An exact copy of the records below is needed, with every picture left out.

**** Records to process ****

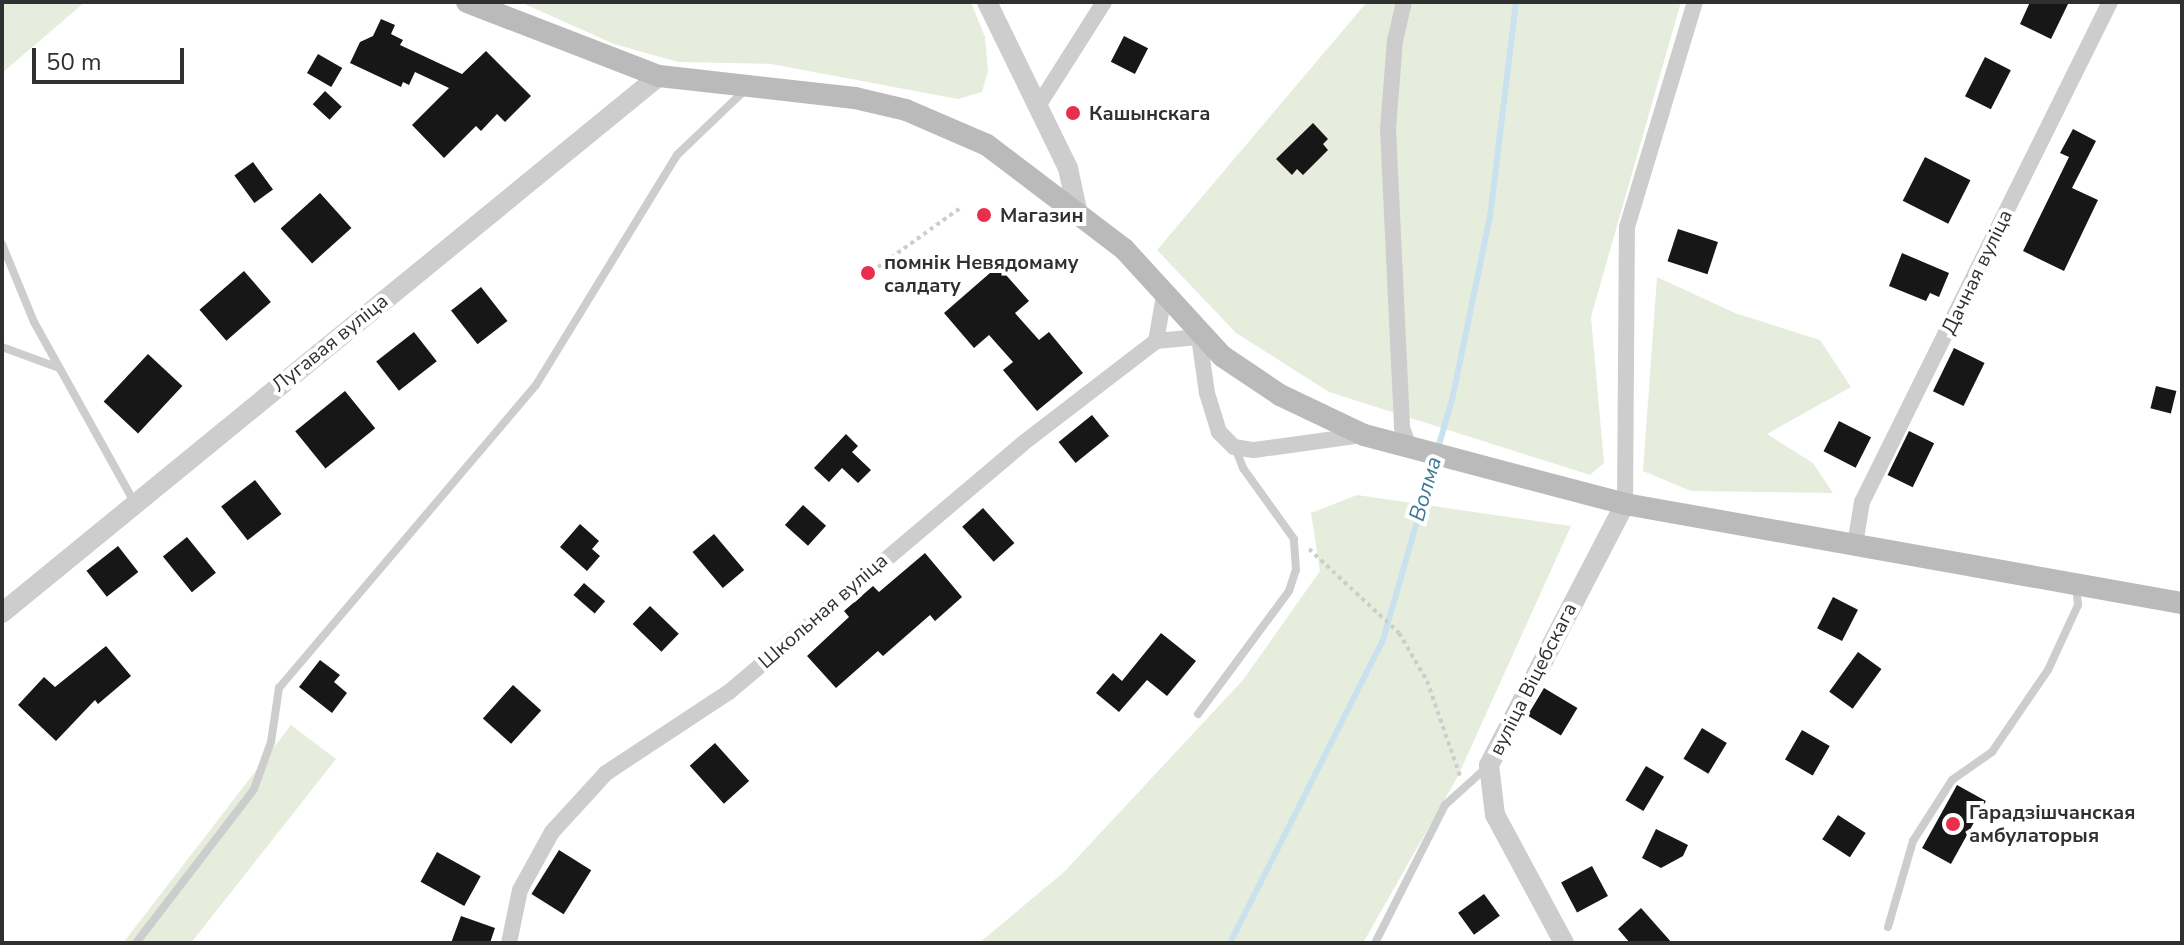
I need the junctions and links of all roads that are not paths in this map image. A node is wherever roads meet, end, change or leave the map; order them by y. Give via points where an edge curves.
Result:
1 (467, 2) edge
2 (987, 2) edge
3 (1104, 2) edge
4 (1404, 2) edge
5 (1695, 2) edge
6 (2110, 2) edge
7 (659, 76) junction
8 (747, 89) junction
9 (1038, 106) junction
10 (1077, 210) junction
11 (2, 244) edge
12 (1164, 296) junction
13 (1199, 337) junction
14 (1156, 341) junction
15 (2, 347) edge
16 (60, 368) junction
17 (1364, 435) junction
18 (1234, 447) junction
19 (1410, 449) junction
20 (134, 502) junction
21 (1625, 504) junction
22 (1855, 545) junction
23 (2076, 585) junction
24 (2182, 603) edge
25 (2, 613) edge
26 (1198, 714) dead end
27 (1489, 765) junction
28 (1888, 927) dead end
29 (136, 943) edge
30 (509, 943) edge
31 (1375, 943) edge
32 (1564, 943) edge

1 - 7 main road
2 - 9 street
3 - 9 street
4 - 19 street via 1395,40 1388,129 1402,428
5 - 21 street via 1627,227
6 - 22 street, Дачная вуліца via 1862,502
7 - 8 main road
7 - 20 street, Лугавая вуліца
8 - 10 main road via 855,98 906,110 987,145
8 - 29 lane via 677,155 536,385 279,688 271,742 254,789
9 - 10 street via 1068,168
10 - 12 main road via 1124,249
11 - 16 lane
12 - 13 main road
12 - 14 street
13 - 14 street
13 - 17 main road via 1280,395
13 - 18 street via 1219,432
14 - 30 street, Школьная вуліца via 987,473 729,692 606,773 552,832 520,890
15 - 16 lane
16 - 20 lane
17 - 18 street via 1254,450
17 - 19 main road
18 - 26 lane via 1294,539 1296,570 1289,591
19 - 21 main road
20 - 25 street, Лугавая вуліца
21 - 22 main road
21 - 27 street, вуліца Віцебскага
22 - 23 main road
23 - 24 main road
23 - 28 lane via 2078,605 2048,670 1992,752 1952,780 1913,841
27 - 31 lane via 1445,805
27 - 32 street, вуліца Віцебскага via 1495,815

****

## Answer to the exercise:
I need the junctions and links of all roads that are not paths in this map image. A node is wherever roads meet, end, change or leave the map; order them by y. Give via points where an edge curves.
Result:
1 (467, 2) edge
2 (987, 2) edge
3 (1104, 2) edge
4 (1404, 2) edge
5 (1695, 2) edge
6 (2110, 2) edge
7 (659, 76) junction
8 (747, 89) junction
9 (1038, 106) junction
10 (1077, 210) junction
11 (2, 244) edge
12 (1164, 296) junction
13 (1199, 337) junction
14 (1156, 341) junction
15 (2, 347) edge
16 (60, 368) junction
17 (1364, 435) junction
18 (1234, 447) junction
19 (1410, 449) junction
20 (134, 502) junction
21 (1625, 504) junction
22 (1855, 545) junction
23 (2076, 585) junction
24 (2182, 603) edge
25 (2, 613) edge
26 (1198, 714) dead end
27 (1489, 765) junction
28 (1888, 927) dead end
29 (136, 943) edge
30 (509, 943) edge
31 (1375, 943) edge
32 (1564, 943) edge

1 - 7 main road
2 - 9 street
3 - 9 street
4 - 19 street via 1395,40 1388,129 1402,428
5 - 21 street via 1627,227
6 - 22 street, Дачная вуліца via 1862,502
7 - 8 main road
7 - 20 street, Лугавая вуліца
8 - 10 main road via 855,98 906,110 987,145
8 - 29 lane via 677,155 536,385 279,688 271,742 254,789
9 - 10 street via 1068,168
10 - 12 main road via 1124,249
11 - 16 lane
12 - 13 main road
12 - 14 street
13 - 14 street
13 - 17 main road via 1280,395
13 - 18 street via 1219,432
14 - 30 street, Школьная вуліца via 987,473 729,692 606,773 552,832 520,890
15 - 16 lane
16 - 20 lane
17 - 18 street via 1254,450
17 - 19 main road
18 - 26 lane via 1294,539 1296,570 1289,591
19 - 21 main road
20 - 25 street, Лугавая вуліца
21 - 22 main road
21 - 27 street, вуліца Віцебскага
22 - 23 main road
23 - 24 main road
23 - 28 lane via 2078,605 2048,670 1992,752 1952,780 1913,841
27 - 31 lane via 1445,805
27 - 32 street, вуліца Віцебскага via 1495,815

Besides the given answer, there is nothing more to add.